Mais l’obstacle le plus fort, d’ordre intérieur, est relaté au début du Livre des Fondations : « Il me venait à l’esprit une crainte : ce que j’avais entrevu dans l’oraison n’était peut-être qu’une illusion. Ce n’était pas la peine la plus légère, mais la plus forte, car j’avais très peur de me laisser abuser par le démon (…). Quand je repense à cette souffrance et à quelques autres que j’ai subies au cours de ces fondations, il me semble qu’en comparaison on ne doit pas faire cas des épreuves du corps, même si elles ont été nombreuses » (FIII, 11).
Pourtant, les épreuves physiques n’ont pas manqué : soleil ardent ou froid glacial de Castille, avec la seule protection de capes de bure, chariots bâchés (pour respecter la clôture) qui s’embourbent ou barque entraînée sans câble et sans rames sur le Guadalquivir, chariots dont on scie les bords pour franchir la porte du pont (FXXIV, 10-12).
Dans cette gravure, le preux Chevalier, bardé de « l’armure de Dieu », poursuit son chemin vers la Jérusalem Céleste, en dépit des menaces de la Mort à la tête ornée de serpents entrelacés et du Diable au groin porcin et aux ailes de chauve-souris.
Les anecdotes réalistes sur les conditions de voyage rapprochent le Livre des Fondations d’un genre littéraire plus récent : le roman picaresque (de l’espagnol « picaro », vagabond, gueux, sans honneur, par opposition au noble hidalgo) qui est né en Espagne, au XVIe siècle, avec la publication en 1554 de La Vie de Lazarillo de Tormes, et de ses fortunes et adversités.
On y suit les pérégrinations, les réussites et les déboires d’un marginal sans principes, cynique et rempli de gaîté. Il a le goût du vagabondage et montre une bonne humeur fataliste face aux coups du sort. Il exerce tous les métiers et mêle impulsivité enfantine et habileté intrigante.
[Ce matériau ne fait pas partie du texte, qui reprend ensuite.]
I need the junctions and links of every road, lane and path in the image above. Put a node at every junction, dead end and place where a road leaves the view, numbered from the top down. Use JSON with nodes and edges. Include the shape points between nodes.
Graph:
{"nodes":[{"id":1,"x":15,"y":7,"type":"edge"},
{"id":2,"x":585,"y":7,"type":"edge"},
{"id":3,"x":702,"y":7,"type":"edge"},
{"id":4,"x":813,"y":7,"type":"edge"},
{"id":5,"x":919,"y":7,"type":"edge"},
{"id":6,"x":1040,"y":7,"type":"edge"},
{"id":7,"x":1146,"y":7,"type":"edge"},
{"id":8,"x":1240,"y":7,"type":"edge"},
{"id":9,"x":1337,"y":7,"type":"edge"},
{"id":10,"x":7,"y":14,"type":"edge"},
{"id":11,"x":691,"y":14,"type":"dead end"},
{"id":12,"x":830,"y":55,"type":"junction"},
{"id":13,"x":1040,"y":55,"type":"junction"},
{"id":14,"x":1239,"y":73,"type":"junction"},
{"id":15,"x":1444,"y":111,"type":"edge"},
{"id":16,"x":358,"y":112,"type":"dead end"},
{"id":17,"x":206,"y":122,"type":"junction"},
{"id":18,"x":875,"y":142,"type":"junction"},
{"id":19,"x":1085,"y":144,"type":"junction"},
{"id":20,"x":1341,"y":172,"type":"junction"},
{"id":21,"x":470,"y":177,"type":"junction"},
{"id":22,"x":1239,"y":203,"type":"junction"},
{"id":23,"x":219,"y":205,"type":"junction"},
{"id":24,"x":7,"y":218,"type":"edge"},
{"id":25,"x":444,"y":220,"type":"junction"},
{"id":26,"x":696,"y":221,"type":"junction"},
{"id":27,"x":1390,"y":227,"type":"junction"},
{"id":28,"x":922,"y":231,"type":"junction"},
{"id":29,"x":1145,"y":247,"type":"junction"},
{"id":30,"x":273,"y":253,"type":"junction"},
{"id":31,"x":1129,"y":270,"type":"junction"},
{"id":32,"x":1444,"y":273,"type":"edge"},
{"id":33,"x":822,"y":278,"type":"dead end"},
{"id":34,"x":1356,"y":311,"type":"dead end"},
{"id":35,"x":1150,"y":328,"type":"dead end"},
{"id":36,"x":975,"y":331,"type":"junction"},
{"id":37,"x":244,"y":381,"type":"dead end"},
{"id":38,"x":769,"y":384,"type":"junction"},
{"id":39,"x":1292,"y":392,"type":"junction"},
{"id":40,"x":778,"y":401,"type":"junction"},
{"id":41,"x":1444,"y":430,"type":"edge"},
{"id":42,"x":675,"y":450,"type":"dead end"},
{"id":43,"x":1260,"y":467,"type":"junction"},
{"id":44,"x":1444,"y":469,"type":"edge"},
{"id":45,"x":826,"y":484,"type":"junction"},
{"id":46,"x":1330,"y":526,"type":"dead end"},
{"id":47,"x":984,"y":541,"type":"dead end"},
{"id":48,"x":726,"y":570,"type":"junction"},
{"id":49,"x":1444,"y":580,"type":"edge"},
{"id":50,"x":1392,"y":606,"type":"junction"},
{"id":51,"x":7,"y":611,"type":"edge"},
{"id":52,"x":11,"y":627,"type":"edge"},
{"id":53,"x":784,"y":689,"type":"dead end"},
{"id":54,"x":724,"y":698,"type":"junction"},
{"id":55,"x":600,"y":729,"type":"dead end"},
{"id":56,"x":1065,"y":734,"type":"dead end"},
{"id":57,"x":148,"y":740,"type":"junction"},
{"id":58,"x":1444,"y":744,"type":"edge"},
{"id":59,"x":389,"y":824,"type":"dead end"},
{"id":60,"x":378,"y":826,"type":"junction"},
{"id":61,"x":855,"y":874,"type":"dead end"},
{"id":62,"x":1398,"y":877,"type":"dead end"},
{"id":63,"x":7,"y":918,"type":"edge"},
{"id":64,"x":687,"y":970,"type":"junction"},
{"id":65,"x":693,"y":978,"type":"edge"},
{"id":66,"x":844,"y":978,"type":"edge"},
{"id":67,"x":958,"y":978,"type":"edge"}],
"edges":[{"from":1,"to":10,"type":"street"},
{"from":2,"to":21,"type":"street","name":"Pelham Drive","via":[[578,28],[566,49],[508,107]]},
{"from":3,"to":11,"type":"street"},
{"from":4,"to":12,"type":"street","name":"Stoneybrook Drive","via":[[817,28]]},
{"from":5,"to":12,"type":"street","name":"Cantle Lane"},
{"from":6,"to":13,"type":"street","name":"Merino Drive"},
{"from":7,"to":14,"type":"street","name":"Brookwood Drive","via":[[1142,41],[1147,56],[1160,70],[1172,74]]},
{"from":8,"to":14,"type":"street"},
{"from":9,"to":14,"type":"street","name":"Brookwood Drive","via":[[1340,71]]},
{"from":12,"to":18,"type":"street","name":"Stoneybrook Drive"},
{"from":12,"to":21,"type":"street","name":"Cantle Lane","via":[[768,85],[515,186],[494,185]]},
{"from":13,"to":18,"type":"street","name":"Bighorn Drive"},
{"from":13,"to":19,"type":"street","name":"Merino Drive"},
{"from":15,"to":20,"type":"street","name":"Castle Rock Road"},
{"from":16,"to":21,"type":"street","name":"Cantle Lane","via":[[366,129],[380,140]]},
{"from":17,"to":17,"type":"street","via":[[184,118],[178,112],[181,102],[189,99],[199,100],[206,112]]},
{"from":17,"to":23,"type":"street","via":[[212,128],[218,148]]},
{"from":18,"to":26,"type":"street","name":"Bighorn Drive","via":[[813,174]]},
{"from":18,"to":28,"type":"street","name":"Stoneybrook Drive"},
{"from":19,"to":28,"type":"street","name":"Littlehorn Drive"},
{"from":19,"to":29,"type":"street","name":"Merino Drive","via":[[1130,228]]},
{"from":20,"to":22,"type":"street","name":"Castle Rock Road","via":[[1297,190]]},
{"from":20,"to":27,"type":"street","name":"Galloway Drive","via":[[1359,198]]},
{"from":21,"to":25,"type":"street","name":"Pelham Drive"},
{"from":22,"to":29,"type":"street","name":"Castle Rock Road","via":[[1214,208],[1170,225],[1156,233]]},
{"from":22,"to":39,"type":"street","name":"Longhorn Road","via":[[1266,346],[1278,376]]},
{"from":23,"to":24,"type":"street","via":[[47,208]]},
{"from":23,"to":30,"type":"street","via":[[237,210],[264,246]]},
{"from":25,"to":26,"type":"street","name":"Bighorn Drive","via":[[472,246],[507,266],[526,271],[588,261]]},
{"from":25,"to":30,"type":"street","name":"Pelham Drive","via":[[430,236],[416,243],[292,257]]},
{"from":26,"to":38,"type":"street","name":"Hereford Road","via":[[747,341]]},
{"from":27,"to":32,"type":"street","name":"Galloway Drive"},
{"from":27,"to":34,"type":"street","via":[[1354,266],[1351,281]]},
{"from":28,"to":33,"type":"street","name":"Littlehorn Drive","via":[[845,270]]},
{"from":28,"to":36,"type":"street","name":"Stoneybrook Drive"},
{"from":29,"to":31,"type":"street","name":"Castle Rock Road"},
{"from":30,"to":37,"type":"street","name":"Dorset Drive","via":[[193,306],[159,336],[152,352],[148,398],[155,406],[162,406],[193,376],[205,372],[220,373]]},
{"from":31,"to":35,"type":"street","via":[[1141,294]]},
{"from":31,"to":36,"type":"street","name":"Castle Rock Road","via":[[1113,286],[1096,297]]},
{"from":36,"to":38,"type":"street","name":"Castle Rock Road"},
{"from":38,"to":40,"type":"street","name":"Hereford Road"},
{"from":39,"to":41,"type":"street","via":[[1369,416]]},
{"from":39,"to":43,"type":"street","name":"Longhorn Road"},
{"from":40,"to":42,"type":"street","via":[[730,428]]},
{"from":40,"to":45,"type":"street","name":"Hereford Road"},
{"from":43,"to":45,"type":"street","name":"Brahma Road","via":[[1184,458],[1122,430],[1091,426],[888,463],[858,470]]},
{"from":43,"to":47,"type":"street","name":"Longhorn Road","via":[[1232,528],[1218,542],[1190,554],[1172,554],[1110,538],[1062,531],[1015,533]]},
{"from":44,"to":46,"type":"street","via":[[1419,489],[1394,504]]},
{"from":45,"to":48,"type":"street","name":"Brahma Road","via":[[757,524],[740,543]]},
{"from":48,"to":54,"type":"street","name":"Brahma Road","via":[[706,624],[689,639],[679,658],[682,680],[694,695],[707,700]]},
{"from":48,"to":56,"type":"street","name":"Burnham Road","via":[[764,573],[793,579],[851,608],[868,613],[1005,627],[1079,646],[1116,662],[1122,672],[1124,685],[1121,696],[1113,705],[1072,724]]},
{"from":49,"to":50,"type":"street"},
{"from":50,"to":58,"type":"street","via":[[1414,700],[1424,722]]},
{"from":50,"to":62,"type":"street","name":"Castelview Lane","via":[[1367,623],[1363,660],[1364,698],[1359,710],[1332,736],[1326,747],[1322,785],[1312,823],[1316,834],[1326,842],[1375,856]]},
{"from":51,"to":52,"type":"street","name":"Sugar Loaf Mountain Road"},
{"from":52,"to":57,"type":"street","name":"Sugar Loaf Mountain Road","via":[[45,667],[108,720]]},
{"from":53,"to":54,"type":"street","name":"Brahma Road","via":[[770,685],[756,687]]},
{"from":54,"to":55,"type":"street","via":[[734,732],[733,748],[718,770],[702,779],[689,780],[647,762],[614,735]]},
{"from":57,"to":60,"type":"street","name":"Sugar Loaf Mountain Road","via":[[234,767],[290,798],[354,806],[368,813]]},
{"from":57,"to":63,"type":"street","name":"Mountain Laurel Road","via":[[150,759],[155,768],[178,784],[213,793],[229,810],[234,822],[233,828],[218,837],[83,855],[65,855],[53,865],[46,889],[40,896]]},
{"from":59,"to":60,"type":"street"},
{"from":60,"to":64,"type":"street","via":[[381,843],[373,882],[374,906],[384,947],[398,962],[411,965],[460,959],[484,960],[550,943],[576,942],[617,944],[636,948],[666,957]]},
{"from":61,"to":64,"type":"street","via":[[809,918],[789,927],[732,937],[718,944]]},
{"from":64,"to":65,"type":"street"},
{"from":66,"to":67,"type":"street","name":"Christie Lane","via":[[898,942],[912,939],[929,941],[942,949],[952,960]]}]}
Comme le fera Thérèse d’Avila, dans ses récits de fondations, il séduit son public par son sens du récit qu’il mène avec vivacité, escamotant transitions et moments creux, enchaînant promptement lieux et visages nouveaux.
Dans ce récit autobiographique, il sait varier les tons et esquisser des portraits de ses contemporains. C’est surtout par cet art narratif que l’on peut rapprocher la Madre, d’origine noble, du picaro plébéien. N’oublions pas aussi que le roman picaresque est une œuvre de clerc qui cherche à instruire, comme le fait la prieure avec ses filles spirituelles.
Au-dessus de l’honneur castillan, si prisé dans l’Espagne du XVIe siècle, Thérèse d’Avila place la vertu comme Calderon : « L’honneur est patrimoine de l’âme, et l’âme n’appartient qu’à Dieu ». Elle répond à ceux qui lui reprochent que ses donateurs ne sont « ni de haute naissance ni gentilshommes, même s’ils étaient très honorables » : « J’ai toujours fait passer la vertu avant la noblesse » (FXV, 15).